- [WORK INSTRUCTIONS]: Find how many lines below hold "Avenue", and give that number as the entire answer.

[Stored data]
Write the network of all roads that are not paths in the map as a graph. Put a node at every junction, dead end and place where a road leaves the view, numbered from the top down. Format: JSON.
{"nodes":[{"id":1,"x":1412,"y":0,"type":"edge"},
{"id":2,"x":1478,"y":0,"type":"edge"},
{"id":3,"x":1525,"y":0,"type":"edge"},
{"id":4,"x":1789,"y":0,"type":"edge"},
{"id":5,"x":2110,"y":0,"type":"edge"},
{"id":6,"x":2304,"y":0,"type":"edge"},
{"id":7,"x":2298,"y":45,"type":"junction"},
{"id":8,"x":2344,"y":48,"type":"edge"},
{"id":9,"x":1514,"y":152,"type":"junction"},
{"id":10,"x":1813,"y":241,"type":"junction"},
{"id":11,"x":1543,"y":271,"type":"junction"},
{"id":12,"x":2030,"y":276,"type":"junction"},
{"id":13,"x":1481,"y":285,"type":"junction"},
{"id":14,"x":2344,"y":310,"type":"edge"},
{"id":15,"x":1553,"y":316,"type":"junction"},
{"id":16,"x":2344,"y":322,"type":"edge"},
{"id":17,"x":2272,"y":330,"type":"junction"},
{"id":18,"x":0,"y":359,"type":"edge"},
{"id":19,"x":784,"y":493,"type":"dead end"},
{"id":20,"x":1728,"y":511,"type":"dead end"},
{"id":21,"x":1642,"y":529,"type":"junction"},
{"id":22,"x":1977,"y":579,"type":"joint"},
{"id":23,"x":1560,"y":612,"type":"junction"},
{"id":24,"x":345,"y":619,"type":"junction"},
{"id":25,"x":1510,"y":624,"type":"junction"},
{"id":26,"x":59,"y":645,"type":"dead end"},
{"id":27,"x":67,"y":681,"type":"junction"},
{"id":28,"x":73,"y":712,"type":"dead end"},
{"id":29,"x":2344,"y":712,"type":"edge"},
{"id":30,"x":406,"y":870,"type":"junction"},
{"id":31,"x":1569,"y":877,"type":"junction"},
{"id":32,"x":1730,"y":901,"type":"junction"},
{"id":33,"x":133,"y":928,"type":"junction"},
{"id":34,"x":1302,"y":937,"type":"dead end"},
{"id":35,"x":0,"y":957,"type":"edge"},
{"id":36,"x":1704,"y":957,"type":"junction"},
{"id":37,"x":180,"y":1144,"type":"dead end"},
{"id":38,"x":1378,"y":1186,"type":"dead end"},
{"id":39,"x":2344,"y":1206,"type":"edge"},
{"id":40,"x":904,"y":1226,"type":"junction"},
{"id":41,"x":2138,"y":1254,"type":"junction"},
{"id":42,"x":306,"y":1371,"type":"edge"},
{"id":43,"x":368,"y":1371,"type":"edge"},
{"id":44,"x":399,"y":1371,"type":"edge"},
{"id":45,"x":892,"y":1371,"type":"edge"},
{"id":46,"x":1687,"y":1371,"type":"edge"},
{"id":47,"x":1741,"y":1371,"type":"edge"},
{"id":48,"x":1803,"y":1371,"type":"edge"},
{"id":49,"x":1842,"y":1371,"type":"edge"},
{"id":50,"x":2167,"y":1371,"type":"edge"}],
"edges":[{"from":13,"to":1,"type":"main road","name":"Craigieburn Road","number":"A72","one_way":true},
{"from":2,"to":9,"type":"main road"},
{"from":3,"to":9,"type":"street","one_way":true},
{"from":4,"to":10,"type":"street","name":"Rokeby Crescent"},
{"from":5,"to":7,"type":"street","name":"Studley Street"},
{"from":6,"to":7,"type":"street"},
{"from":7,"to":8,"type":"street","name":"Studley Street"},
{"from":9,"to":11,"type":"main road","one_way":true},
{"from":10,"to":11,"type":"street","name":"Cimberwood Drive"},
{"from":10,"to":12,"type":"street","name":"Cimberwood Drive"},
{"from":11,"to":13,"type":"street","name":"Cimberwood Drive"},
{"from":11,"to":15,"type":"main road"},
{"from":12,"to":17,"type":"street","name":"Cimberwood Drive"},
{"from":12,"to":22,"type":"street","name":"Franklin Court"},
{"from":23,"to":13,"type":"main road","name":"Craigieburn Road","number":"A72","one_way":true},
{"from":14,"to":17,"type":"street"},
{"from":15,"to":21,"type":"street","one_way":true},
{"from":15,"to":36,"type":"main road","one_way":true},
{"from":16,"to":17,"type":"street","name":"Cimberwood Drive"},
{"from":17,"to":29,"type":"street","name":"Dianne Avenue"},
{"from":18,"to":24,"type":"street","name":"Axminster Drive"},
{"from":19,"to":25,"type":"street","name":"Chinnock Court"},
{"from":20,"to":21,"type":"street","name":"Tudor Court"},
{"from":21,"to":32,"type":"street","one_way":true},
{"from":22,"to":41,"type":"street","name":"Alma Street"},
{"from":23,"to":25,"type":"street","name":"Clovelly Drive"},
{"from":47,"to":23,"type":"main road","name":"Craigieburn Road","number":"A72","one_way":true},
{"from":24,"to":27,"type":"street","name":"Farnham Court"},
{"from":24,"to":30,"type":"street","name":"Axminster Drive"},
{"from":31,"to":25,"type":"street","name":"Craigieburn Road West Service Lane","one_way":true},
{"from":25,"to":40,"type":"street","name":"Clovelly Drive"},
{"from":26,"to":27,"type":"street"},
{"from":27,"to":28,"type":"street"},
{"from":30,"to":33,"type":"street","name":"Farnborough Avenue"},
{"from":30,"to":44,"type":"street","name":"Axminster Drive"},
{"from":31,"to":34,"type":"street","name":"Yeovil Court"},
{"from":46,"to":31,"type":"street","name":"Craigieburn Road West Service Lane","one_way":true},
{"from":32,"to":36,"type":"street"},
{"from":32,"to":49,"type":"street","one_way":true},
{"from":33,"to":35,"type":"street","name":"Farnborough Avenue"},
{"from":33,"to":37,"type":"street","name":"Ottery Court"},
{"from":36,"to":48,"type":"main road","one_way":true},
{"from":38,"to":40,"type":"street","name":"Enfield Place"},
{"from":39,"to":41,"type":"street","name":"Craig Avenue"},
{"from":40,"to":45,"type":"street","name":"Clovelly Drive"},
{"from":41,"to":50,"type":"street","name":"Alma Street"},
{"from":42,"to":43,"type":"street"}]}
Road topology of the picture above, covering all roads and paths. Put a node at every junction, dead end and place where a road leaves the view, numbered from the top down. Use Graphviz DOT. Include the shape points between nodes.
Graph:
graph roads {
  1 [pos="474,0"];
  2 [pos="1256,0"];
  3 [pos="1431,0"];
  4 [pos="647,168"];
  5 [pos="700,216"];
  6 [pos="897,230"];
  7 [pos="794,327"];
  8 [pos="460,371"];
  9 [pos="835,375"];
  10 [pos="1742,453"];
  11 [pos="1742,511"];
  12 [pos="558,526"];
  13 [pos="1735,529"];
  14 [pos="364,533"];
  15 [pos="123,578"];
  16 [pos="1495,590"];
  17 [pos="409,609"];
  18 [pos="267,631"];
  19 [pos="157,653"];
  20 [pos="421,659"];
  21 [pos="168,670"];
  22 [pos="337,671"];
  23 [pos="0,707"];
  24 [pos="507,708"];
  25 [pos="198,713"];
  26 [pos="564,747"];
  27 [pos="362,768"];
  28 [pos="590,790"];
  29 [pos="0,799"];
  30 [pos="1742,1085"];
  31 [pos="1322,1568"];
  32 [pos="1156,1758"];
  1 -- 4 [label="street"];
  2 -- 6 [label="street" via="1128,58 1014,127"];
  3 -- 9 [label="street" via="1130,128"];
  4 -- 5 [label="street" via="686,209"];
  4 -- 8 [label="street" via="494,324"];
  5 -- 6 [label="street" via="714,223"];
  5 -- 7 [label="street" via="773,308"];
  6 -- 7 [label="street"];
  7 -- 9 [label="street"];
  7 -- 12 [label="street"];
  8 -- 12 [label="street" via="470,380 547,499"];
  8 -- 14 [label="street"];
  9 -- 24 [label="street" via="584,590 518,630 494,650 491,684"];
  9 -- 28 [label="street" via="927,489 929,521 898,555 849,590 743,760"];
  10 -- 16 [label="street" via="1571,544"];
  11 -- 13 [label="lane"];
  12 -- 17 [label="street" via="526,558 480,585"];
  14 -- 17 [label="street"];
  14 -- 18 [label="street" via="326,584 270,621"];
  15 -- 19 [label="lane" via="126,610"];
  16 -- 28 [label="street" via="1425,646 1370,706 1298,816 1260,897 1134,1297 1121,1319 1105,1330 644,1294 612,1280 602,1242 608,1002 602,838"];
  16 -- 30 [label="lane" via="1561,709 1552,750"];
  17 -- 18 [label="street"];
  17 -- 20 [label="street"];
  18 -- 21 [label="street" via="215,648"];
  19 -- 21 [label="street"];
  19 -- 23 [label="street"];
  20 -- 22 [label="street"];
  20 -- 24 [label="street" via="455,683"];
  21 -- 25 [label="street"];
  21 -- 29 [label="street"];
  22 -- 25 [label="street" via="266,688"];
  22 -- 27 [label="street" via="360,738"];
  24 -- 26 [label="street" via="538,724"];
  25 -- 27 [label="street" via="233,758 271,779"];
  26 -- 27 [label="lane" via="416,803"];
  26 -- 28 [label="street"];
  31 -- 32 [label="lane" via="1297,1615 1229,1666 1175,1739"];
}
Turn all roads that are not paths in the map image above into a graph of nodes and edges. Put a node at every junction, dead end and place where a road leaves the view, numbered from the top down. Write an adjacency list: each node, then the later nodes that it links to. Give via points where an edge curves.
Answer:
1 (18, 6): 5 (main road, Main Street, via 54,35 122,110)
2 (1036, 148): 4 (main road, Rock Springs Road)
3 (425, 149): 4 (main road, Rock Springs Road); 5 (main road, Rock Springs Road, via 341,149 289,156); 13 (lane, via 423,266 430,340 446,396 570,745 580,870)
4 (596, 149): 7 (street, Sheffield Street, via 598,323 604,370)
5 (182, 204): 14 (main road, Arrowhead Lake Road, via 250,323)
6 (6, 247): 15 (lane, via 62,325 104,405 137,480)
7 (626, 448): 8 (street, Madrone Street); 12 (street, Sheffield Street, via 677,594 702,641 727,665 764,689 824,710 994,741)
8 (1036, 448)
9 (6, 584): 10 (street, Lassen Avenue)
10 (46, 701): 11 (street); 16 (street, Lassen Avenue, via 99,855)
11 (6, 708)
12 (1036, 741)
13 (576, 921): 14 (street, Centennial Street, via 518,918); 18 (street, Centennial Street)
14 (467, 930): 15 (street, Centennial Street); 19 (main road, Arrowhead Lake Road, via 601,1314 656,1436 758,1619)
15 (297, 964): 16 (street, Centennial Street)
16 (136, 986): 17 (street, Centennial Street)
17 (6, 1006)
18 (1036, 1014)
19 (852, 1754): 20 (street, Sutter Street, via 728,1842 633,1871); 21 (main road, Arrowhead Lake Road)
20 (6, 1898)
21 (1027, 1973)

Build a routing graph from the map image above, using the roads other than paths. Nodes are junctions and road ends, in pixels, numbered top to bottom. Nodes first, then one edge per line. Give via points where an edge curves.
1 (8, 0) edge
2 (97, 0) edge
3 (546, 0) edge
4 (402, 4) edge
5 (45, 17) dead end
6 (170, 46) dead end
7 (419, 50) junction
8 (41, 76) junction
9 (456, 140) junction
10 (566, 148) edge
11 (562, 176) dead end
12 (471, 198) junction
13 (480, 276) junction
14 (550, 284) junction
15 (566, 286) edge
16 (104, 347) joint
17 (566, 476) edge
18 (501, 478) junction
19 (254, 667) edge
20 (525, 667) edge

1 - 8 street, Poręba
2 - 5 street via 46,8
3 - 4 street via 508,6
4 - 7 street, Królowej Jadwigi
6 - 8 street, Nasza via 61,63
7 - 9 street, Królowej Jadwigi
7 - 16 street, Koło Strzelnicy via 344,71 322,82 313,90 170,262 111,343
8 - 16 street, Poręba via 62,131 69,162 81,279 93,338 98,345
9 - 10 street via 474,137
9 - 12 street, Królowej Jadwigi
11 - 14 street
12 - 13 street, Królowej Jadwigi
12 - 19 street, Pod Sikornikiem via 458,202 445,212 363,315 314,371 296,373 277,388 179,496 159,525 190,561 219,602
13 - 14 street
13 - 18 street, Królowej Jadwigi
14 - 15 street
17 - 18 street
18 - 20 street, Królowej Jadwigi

- [RESULT BELOW]: 6